Results of the present study suggest that there is still room for improvement in the recording of race and ethnicity data on medical records and death certificates, even in this population that is more than 50% MA. Funeral directors could benefit from training on completion of death certificates, including information about race/ethnicity classification and the importance of accurately reporting race/ethnicity data on these documents. In a national survey of funeral directors, 52% of respondents indicated that they had never had formal training on completion of death certificates.37 Further, when asked if there were particular items on the death certificate that they had difficulty with, 26% of funeral directors indicated that recording of race information was problematic because of “inadequate criteria for judgment/unclear” and “people wonder why it is necessary.” Education and training would not only encourage funeral directors to be more diligent in the completion of these data, but would also provide them with the information they need to better explain the importance of this information to family members from whom they acquire the information. Indeed, some have suggested that mortuary personnel collect race and ethnicity information at the time of burial prearrangements to avoid emotional circumstances, and in many cases, to collect this information from the individuals themselves.12 Recording of race/ethnicity solely from assumptions, whether by familiarity with the family or surname, should be discouraged in the profession, as it is likely to lead to mistakes. Similar suggestions could be made for the recording of demographic data in medical records in addition to the establishment of structured protocols for collecting these data. Hospital staff should also be informed of the importance of accurately and completely recording race/ethnicity information.

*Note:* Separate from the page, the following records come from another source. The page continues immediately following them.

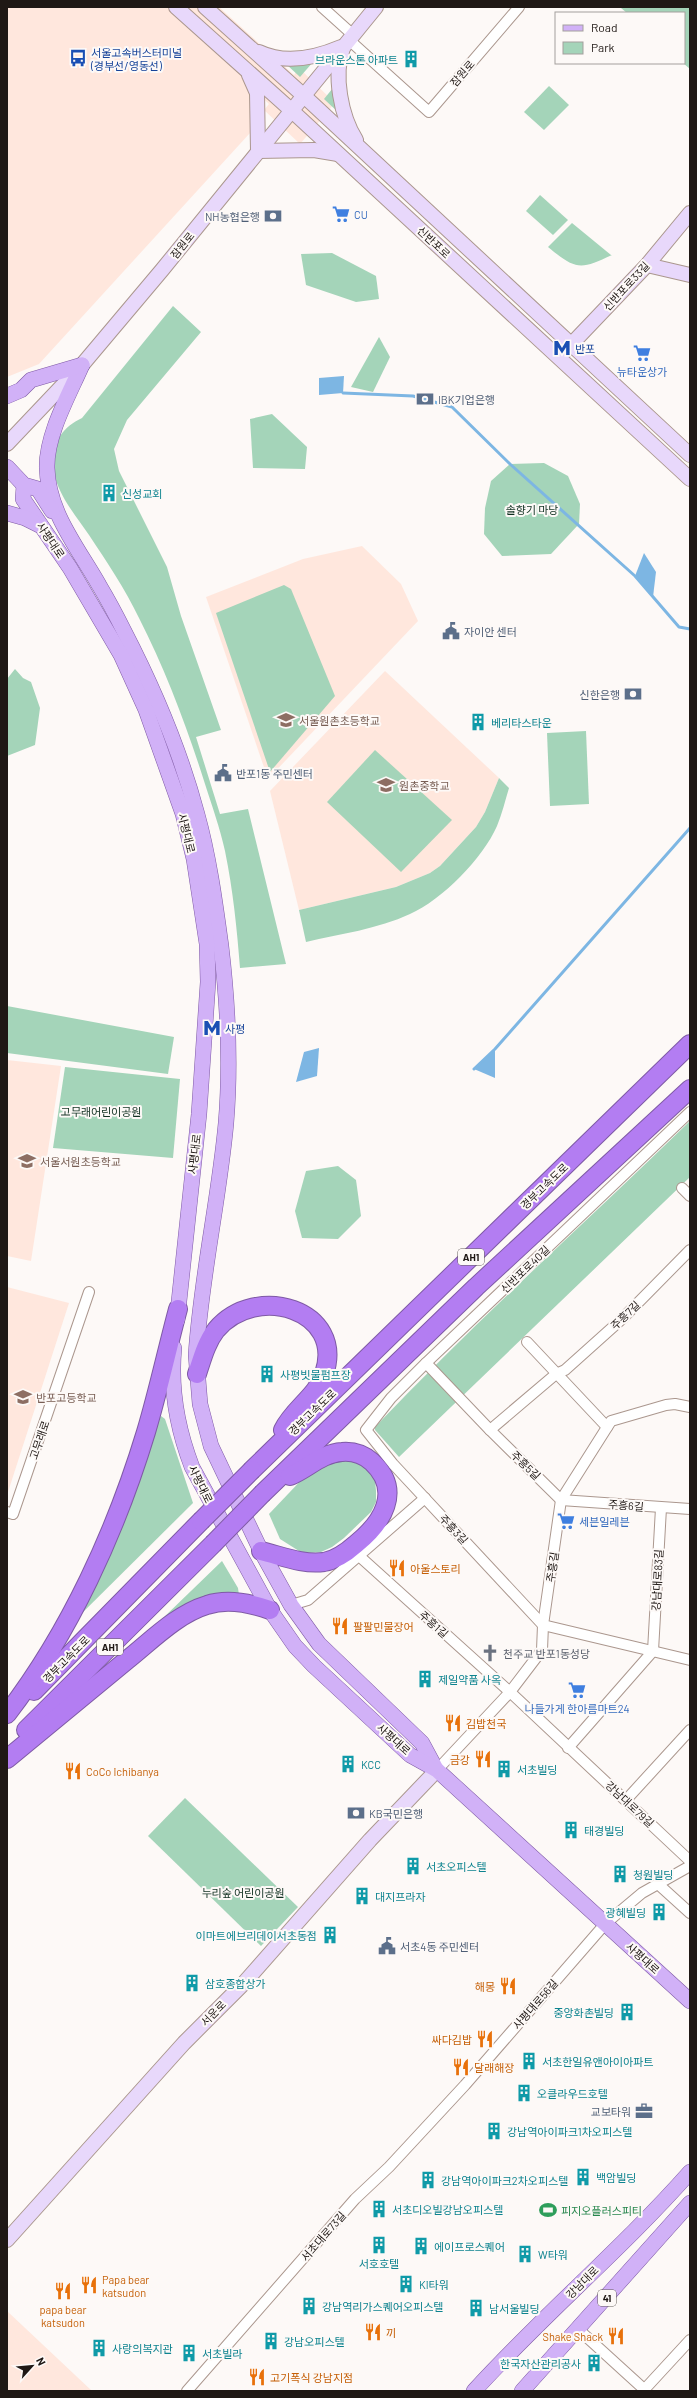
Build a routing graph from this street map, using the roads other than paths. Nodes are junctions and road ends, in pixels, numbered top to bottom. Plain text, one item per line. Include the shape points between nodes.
1 (176, 7) edge
2 (206, 7) edge
3 (322, 7) edge
4 (376, 7) edge
5 (519, 7) edge
6 (348, 40) junction
7 (252, 48) junction
8 (234, 58) junction
9 (303, 95) junction
10 (291, 110) junction
11 (258, 151) junction
12 (364, 152) junction
13 (338, 154) junction
14 (690, 213) edge
15 (647, 265) junction
16 (690, 275) edge
17 (571, 345) junction
18 (560, 357) junction
19 (82, 365) junction
20 (7, 396) edge
21 (7, 444) edge
22 (690, 455) edge
23 (7, 467) edge
24 (690, 479) edge
25 (24, 485) junction
26 (7, 513) edge
27 (44, 528) junction
28 (64, 529) junction
29 (82, 558) junction
30 (690, 1044) edge
31 (690, 1088) edge
32 (690, 1112) edge
33 (682, 1188) dead end
34 (690, 1196) edge
35 (690, 1250) edge
36 (89, 1292) dead end
37 (178, 1309) junction
38 (527, 1342) dead end
39 (426, 1363) junction
40 (197, 1374) junction
41 (556, 1374) junction
42 (690, 1407) edge
43 (607, 1427) junction
44 (366, 1430) joint
45 (490, 1430) junction
46 (273, 1450) junction
47 (269, 1488) junction
48 (425, 1498) junction
49 (561, 1500) junction
50 (660, 1508) junction
51 (690, 1509) edge
52 (7, 1512) edge
53 (262, 1551) junction
54 (358, 1555) junction
55 (291, 1604) junction
56 (270, 1610) junction
57 (543, 1625) junction
58 (653, 1651) junction
59 (690, 1660) edge
60 (510, 1692) junction
61 (7, 1714) edge
62 (7, 1718) edge
63 (690, 1730) edge
64 (568, 1748) junction
65 (7, 1749) edge
66 (7, 1759) edge
67 (437, 1770) junction
68 (626, 1800) junction
69 (690, 1861) edge
70 (690, 1866) edge
71 (658, 1884) junction
72 (690, 1913) edge
73 (605, 1924) junction
74 (689, 1999) edge
75 (464, 2085) joint
76 (690, 2172) edge
77 (690, 2203) edge
78 (7, 2240) edge
79 (579, 2330) junction
80 (690, 2340) edge
81 (645, 2390) edge
82 (187, 2391) edge
83 (474, 2391) edge
84 (522, 2391) edge

1 - 8 main road, 신반포로
2 - 7 main road, 신반포로
3 - 6 street, 잠원로
4 - 6 main road, 잠원로
5 - 6 street, 잠원로 via 429,112
6 - 7 main road via 319,55 290,59 272,57
6 - 9 main road, 잠원로
6 - 12 main road via 339,74 343,106 351,130
7 - 9 main road, 신반포로
8 - 10 main road, 신반포로
8 - 11 main road via 251,78 257,91
9 - 10 main road, 잠원로
9 - 12 main road, 신반포로
10 - 11 main road, 잠원로
10 - 13 main road, 신반포로
11 - 13 main road via 314,150
11 - 19 main road, 잠원로
12 - 17 main road, 신반포로
13 - 18 main road, 신반포로
14 - 15 main road, 신반포로33길
15 - 16 main road
15 - 17 main road, 신반포로33길
17 - 18 main road, 신반포로33길
17 - 22 main road, 신반포로
18 - 24 main road, 신반포로
19 - 20 main road via 31,380 22,390
19 - 21 main road, 잠원로
19 - 28 main road via 51,440 47,457 50,487
23 - 25 main road, 사평대로
25 - 27 main road, 사평대로 via 23,499
25 - 28 main road, 사평대로 via 38,489
26 - 27 main road via 25,518
27 - 29 main road via 52,527 69,552
27 - 37 main road, 사평대로 via 121,655 146,710 183,814 200,892 207,944 206,1018 200,1109
28 - 29 main road, 사평대로
29 - 40 main road, 사평대로 via 121,625 150,684 188,784 211,877 228,1017 228,1080 226,1125 198,1331
30 - 46 highway, 경부고속도로 / AH1
31 - 47 highway, 경부고속도로 / AH1 via 476,1287
32 - 39 street, 신반포로40길
33 - 34 street
35 - 41 street, 주흥7길 via 623,1318 565,1370
36 - 52 street, 고무래로 via 28,1474 13,1514
37 - 56 main road, 사평대로 via 172,1382 173,1399 183,1443 202,1488
37 - 61 highway via 146,1433 129,1483 90,1578 56,1641
38 - 41 street
39 - 44 street, 신반포로40길 via 391,1398
39 - 45 street, 주흥5길
40 - 46 highway via 209,1342 217,1330 239,1312 258,1305 273,1304 294,1310 310,1319 325,1344 324,1375 311,1395 289,1417
40 - 53 main road, 사평대로 via 200,1404 210,1446
41 - 43 street
41 - 45 street
42 - 43 street, 주흥길 via 666,1405 611,1421
43 - 49 street, 주흥길
44 - 48 street, 주흥3길
45 - 49 street, 주흥5길
46 - 62 highway, 경부고속도로 / AH1, bridge
47 - 53 highway via 329,1455 355,1452 366,1457 379,1470 386,1485 386,1502 378,1523 352,1548 334,1558 323,1562 301,1561
47 - 65 highway, 경부고속도로 / AH1, bridge
48 - 54 street
48 - 57 street, 주흥3길
49 - 50 street, 주흥6길
49 - 57 street, 주흥길
50 - 51 street, 주흥6길
50 - 58 street, 강남대로83길
53 - 55 main road, 사평대로
54 - 55 street via 308,1600
54 - 60 street, 주흥1길
55 - 67 main road, 사평대로 via 318,1644 422,1743
56 - 66 highway via 249,1604 226,1602 208,1604 191,1611
56 - 67 main road, 사평대로 via 295,1646 314,1666 410,1755
57 - 58 street
57 - 60 street, 주흥길 via 542,1650
58 - 59 street
58 - 64 street
60 - 64 street, 강남대로79길
60 - 67 street, 주흥길
63 - 68 street
64 - 68 street, 강남대로79길
67 - 73 main road, 사평대로
67 - 78 main road, 서운로 via 370,1840 244,1983 184,2043
68 - 69 street, 강남대로79길
70 - 71 street, 사평대로56길
71 - 72 street
71 - 73 street, 사평대로56길 via 642,1893
73 - 74 main road, 사평대로
73 - 75 street, 사평대로56길
75 - 82 street, 서초대로73길 via 389,2167 355,2199
76 - 83 main road, 강남대로 via 639,2229 590,2274
77 - 79 main road, 41
79 - 81 street
79 - 84 main road, 41
80 - 81 street

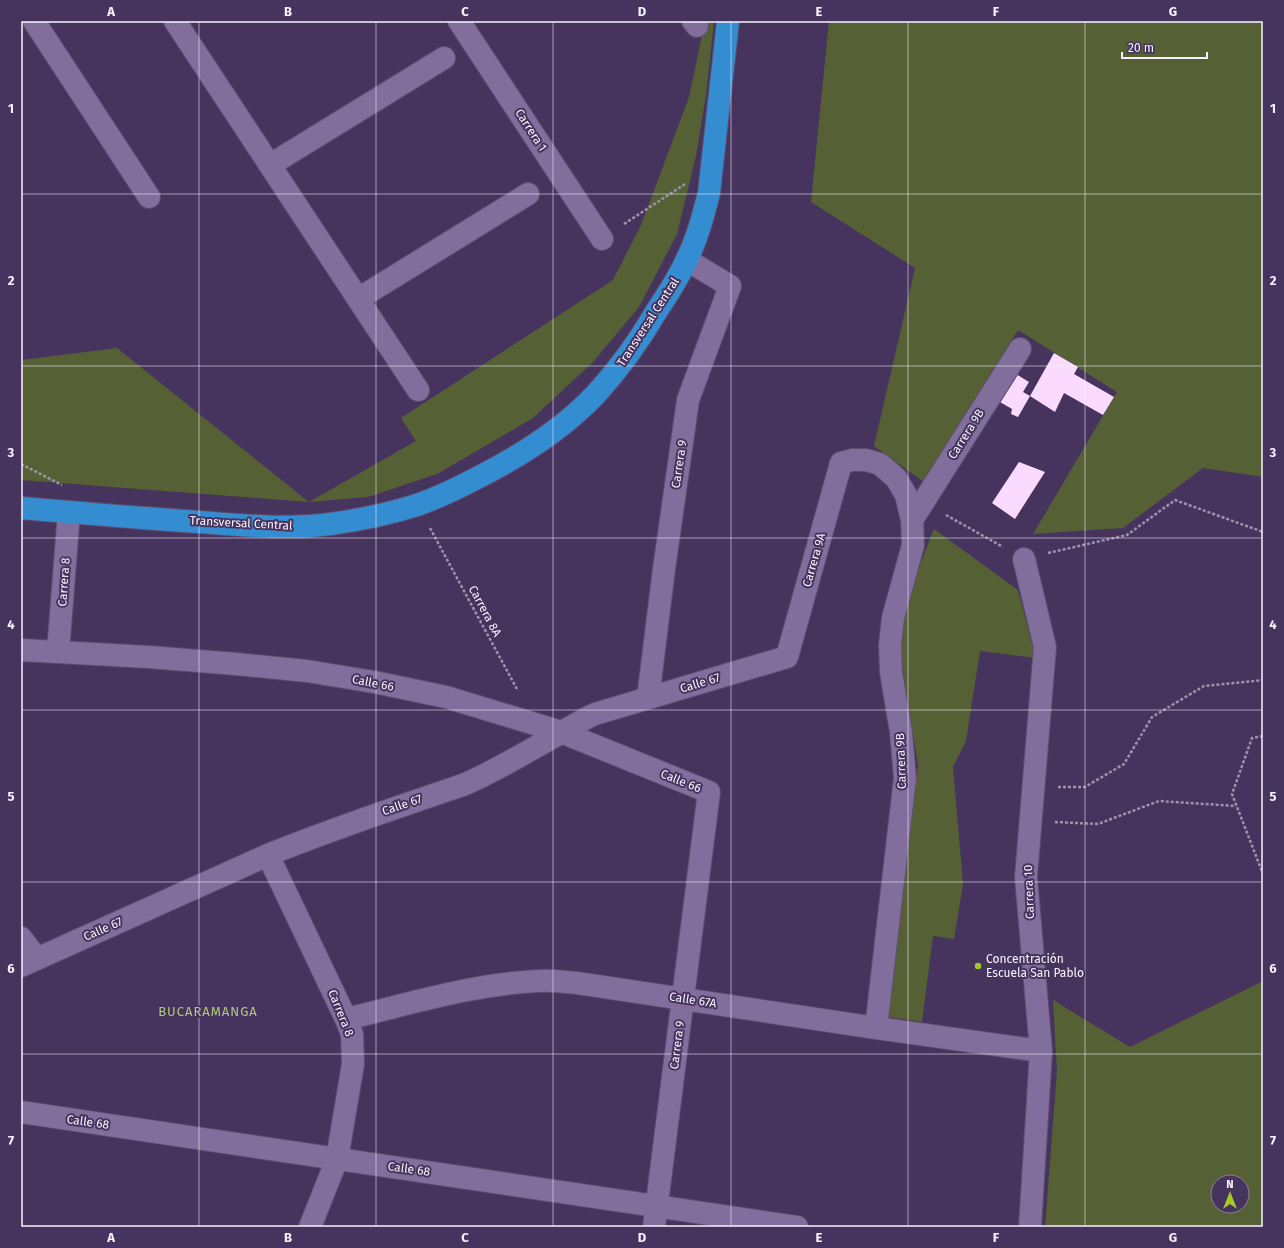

The present study has a number of strengths. First, utilization of the BASIC study data allowed for analysis of a large sample of 480 individuals. Whereas most previous studies have focused solely on death certificate information, this study had the benefit of availability of self-report information in addition to data from both the death certificate and medical record, allowing for comparisons of all sources of demographic data. Also, whereas most previous studies examined ethnicity data from the nation as a whole, combining all Hispanic subgroups, the present study specifically examined a large group of Mexican Americans, an important and rapidly expanding subgroup in the U.S. population. Finally, contrary to most studies of the Hispanic population, the area studied was a non-immigrant community. Thus, the present study is more representative of the future distribution of minority groups in this country, with fewer being first-generation immigrants, and more being U.S.-born.

This study, however, has limitations, primarily with generalizability. It was conducted in one county in Texas with a large population of only one of the several Hispanic subgroups in the U.S. Therefore, the hospital employees and mortuary personnel recording race/ethnicity data on the medical records and death certificates are likely to be highly familiar with individuals of Hispanic ethnicity, and possibly Hispanic themselves. As a result, the 96% to 97% concordance found in this study is likely to be higher than would be found in other parts of the country with a smaller Hispanic population and possibly with different Hispanic subgroups. In addition, this study examined a population of patients 45 years of age and greater with suspected stroke, so caution is advised regarding generalizability to the general population of Hispanic individuals. Finally, a large number of interviews were conducted with proxy subjects, though the vast majority was with immediate family members and the percent agreement between the different sources for race/ethnic classification did not vary with the use of proxy subjects.

In conclusion, results indicated that Hispanic designation recorded on death certificates and medical records in this community was largely consistent with that of self-report. Similar studies in other multi-racial, multi-ethnic communities should be conducted to confirm and generalize these results.


This study was funded by National Institutes of Health grant number RO1 NS38916.